Les cycles génétiques chez Spinoza (3)

Aspect individuel : le cycle de l’espoir et de la crainte

L’espoir et la crainte sont, respectivement, « la joie et la tristesse née de l’imagination d’une chose passée ou future dont l’issue nous paraît douteuse » (Eth III, définitions des sentiments 12 et 13).

Il n’y a pas d’espoir sans crainte, ni de crainte sans espoir (Eth III, définitions des sentiments 13, explication). En effet, lorsque nous espérons, nous craignons simultanément ce qui s’oppose à la réalisation de notre désir et, lorsque nous craignons, nous espérons que l’événement redouté ne se produira pas. Il faut donc  parler du « couple espoir-crainte ».

Ce couple est par ailleurs toujours dynamique, jamais statique, ce qui nous permet d’en exhiber un cycle. En effet, puisque nous tendons toujours vers la réalisation de la joie et le rejet de la tristesse, nous nous efforçons  par nous-mêmes d’augmenter la part d’espoir, qui est joie, et de diminuer celle de crainte, qui est tristesse. A la limite, nous aimerions éliminer totalement cette dernière. Mais il n’y a pas que nous, il y a aussi et surtout les causes extérieures, qui changent sans cesse et de façon imprévisible, et qui peuvent favoriser ou défavoriser notre effort, augmentant notre espoir (et donc diminuant notre crainte) ou le diminuant (et donc augmentant notre crainte).

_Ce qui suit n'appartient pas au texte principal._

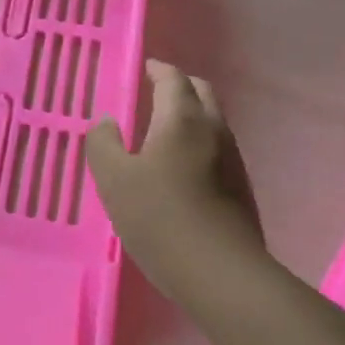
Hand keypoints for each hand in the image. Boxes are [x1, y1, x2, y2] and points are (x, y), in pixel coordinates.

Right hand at [85, 60, 269, 310]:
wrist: (222, 275)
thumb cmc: (161, 219)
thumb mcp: (115, 180)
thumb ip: (103, 144)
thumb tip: (107, 123)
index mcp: (182, 119)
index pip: (173, 78)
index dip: (157, 69)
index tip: (142, 69)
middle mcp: (214, 130)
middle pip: (200, 93)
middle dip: (178, 86)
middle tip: (152, 93)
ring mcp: (233, 160)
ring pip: (212, 122)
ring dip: (189, 116)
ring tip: (160, 131)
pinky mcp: (241, 189)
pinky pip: (216, 149)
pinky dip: (197, 143)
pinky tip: (179, 169)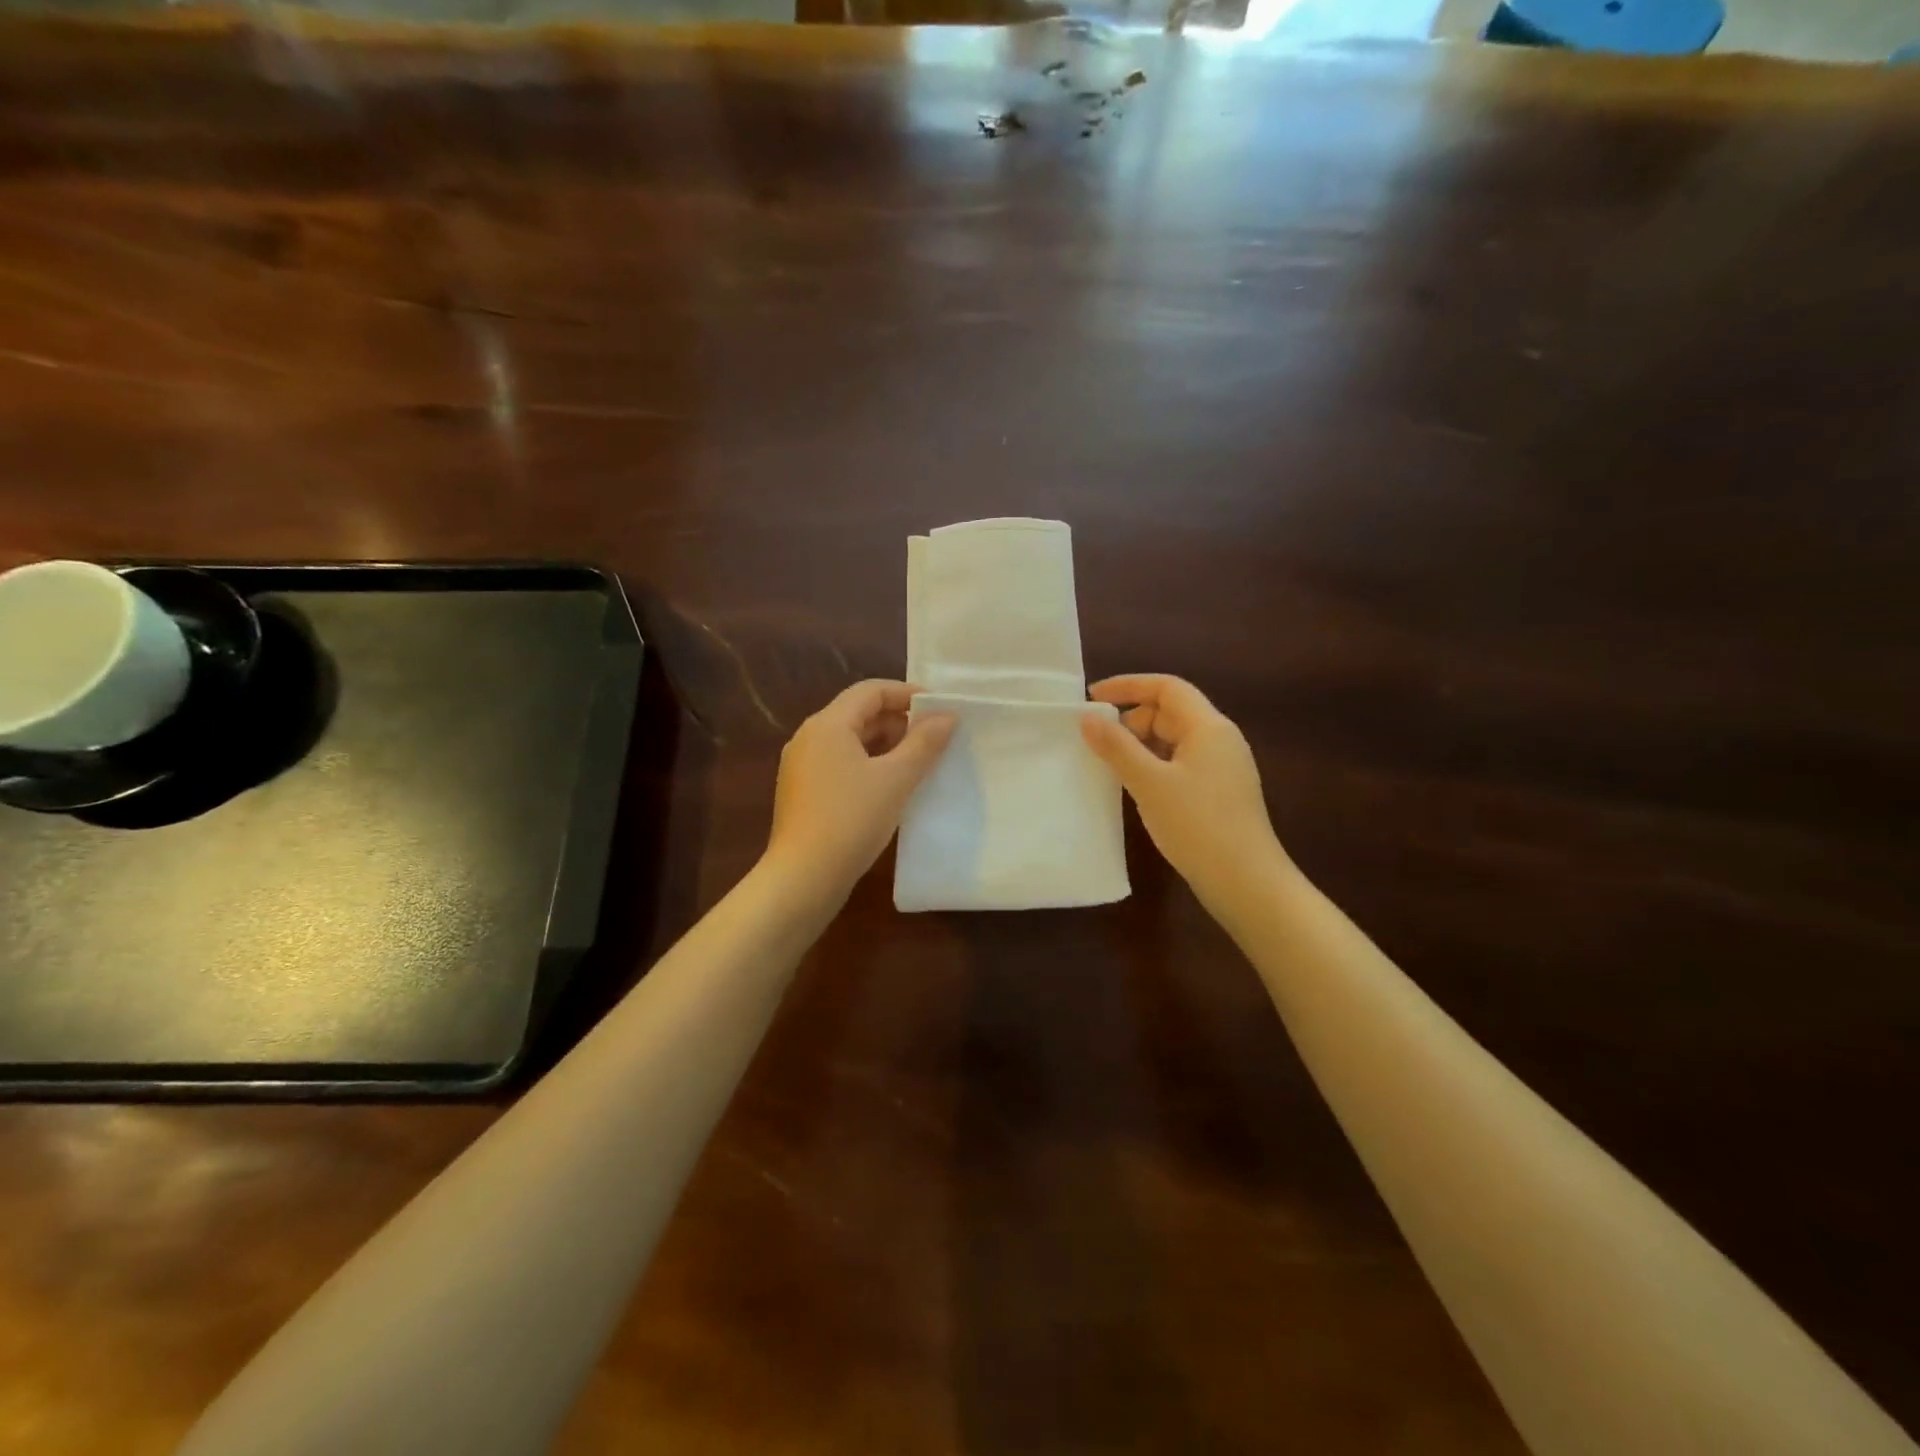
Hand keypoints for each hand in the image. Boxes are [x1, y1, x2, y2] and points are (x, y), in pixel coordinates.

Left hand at [765, 680, 955, 901]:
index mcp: (827, 724)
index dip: (908, 694)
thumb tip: (947, 715)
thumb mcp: (896, 779)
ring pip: (850, 741)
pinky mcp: (802, 791)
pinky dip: (869, 765)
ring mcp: (802, 765)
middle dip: (899, 722)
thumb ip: (924, 743)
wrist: (802, 878)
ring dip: (886, 745)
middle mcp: (809, 737)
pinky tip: (891, 788)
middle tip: (935, 741)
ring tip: (919, 765)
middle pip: (859, 713)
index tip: (940, 710)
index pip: (871, 690)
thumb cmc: (851, 821)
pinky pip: (841, 764)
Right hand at [1080, 674, 1285, 897]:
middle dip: (1131, 720)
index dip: (1128, 686)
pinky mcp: (1219, 793)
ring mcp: (1222, 768)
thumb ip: (1116, 746)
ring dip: (1140, 745)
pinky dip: (1154, 766)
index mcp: (1209, 727)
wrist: (1246, 882)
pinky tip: (1136, 788)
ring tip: (1110, 765)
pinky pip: (1180, 764)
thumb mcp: (1149, 783)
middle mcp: (1220, 740)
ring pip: (1174, 741)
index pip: (1167, 687)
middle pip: (1170, 713)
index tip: (1092, 697)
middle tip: (1098, 742)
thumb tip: (1087, 717)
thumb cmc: (1197, 825)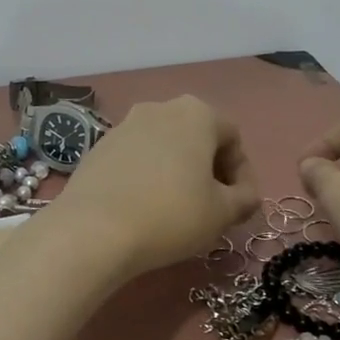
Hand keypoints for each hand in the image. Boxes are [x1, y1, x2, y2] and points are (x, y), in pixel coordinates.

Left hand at [50, 96, 259, 277]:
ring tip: (178, 210)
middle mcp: (159, 109)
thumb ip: (244, 199)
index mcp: (196, 114)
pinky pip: (134, 160)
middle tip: (212, 207)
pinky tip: (144, 209)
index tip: (240, 205)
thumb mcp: (222, 213)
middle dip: (209, 171)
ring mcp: (123, 126)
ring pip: (164, 148)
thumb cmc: (171, 215)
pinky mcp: (97, 149)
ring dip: (177, 173)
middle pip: (196, 138)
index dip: (242, 174)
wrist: (93, 230)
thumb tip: (246, 195)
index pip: (233, 138)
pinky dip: (146, 178)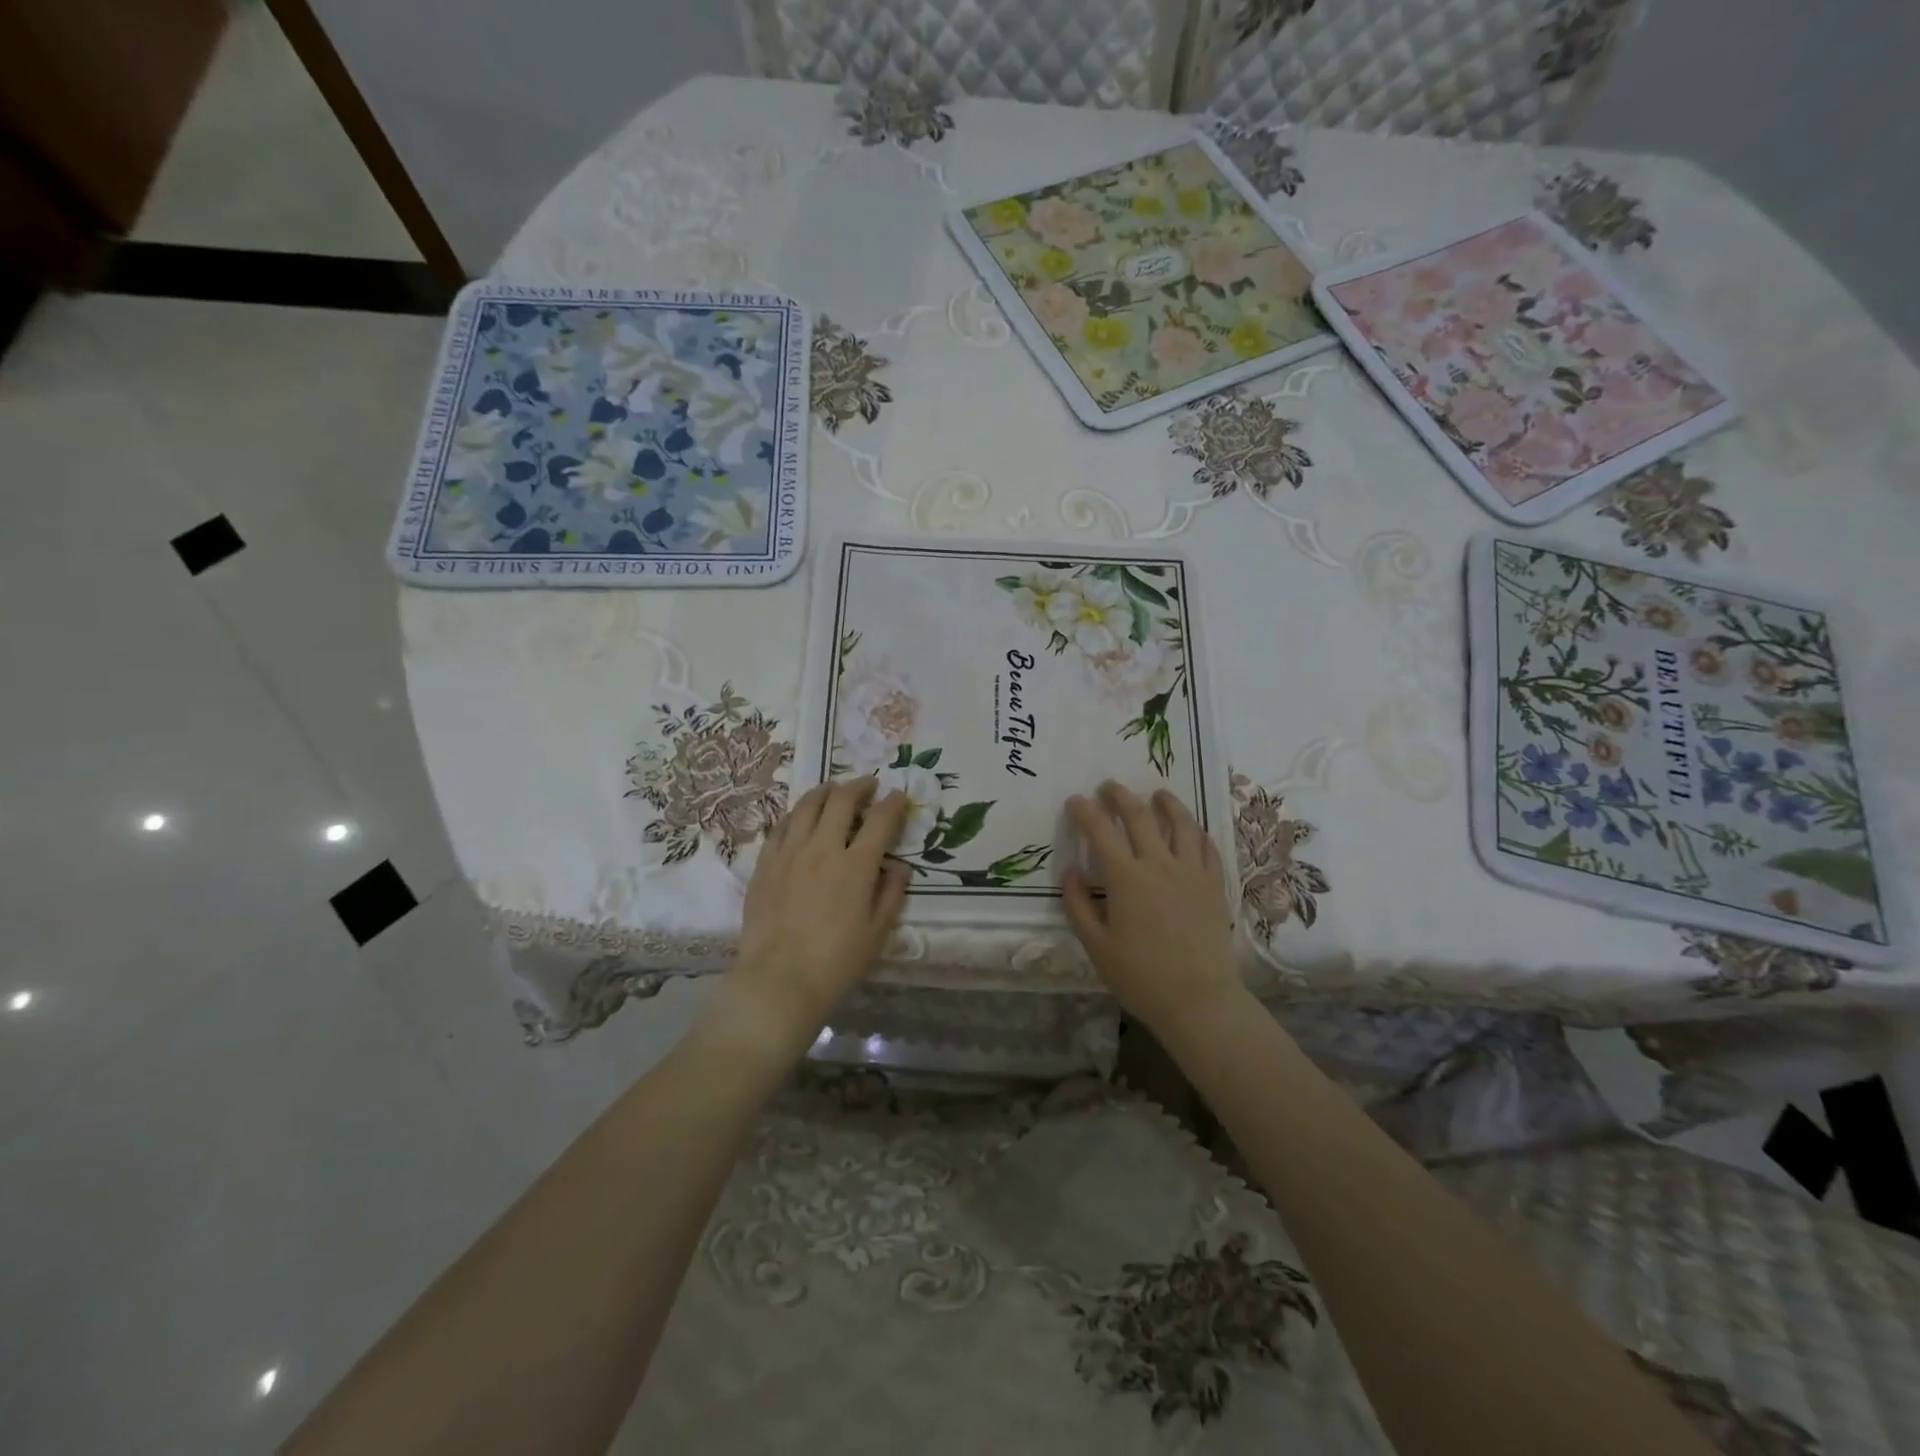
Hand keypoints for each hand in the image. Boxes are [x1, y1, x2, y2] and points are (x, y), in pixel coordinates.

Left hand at [724, 778, 911, 1052]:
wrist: (780, 981)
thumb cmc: (837, 962)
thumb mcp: (878, 932)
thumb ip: (892, 893)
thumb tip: (900, 865)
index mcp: (856, 865)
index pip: (881, 819)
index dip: (894, 803)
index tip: (900, 796)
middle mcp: (823, 848)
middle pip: (841, 800)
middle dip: (860, 786)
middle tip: (869, 785)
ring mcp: (790, 853)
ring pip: (807, 805)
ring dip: (826, 791)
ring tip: (834, 790)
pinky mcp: (765, 864)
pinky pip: (781, 826)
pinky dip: (796, 814)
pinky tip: (801, 816)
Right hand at [1063, 781, 1242, 1039]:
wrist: (1199, 999)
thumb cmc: (1140, 976)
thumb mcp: (1096, 946)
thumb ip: (1077, 905)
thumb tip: (1070, 871)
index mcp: (1126, 878)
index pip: (1100, 831)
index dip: (1084, 811)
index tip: (1074, 801)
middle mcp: (1159, 864)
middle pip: (1140, 816)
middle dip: (1120, 796)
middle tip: (1109, 787)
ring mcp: (1191, 871)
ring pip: (1180, 823)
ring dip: (1166, 803)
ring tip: (1157, 794)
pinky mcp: (1214, 884)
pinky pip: (1206, 846)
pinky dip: (1195, 830)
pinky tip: (1190, 829)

Si notre effort réussit entièrement, la crainte disparaît et l’espoir devient « sécurité » (Eth III, définitions des sentiments 14). Lorsqu’au contraire, cet effort échoue définitivement, c’est l’espoir qui disparaît et la crainte devient « désespoir » (Eth III, définitions des sentiments 15).

Au départ, il y a un certain « dosage » d’espoir et de crainte et le dynamisme de ce couple va créer le cycle, que nous faisons démarrer avec une prédominance de l’espoir mais une croissance de la crainte :

Espoir prédominant mais crainte croissante →  crainte prédominante et toujours croissante (cas-limite : le désespoir) → crainte prédominante mais décroissante →espoir prédominant et crainte décroissante (cas-limite : la sécurité) → …

Nous pouvons reconnaître ce cycle dans nombre de nos entreprises. Illustrons-le avec le cas d’un spéculateur boursier. Imaginons-le installé avec une méthode particulière dans une période où l’orientation des marchés financiers lui est favorable. Il a accumulé de nombreuses transactions gagnantes et seulement quelques transactions perdantes. L’espoir de gains futurs répétés domine largement. Le monde est à ses pieds, le dieu marché est avec lui.

Vient alors à souffler un vent mauvais. Les marchés financiers changent lentement de configuration et le système de notre spéculateur commence à enregistrer des pertes plus nombreuses. La crainte grandit quoique l’espoir domine encore largement et, par habitude, il continue à adopter la même ligne d’investissement qui lui a, jusqu’ici, si bien réussi. Mais les pertes s’accumulent et, avec elles, la crainte augmente de plus en plus.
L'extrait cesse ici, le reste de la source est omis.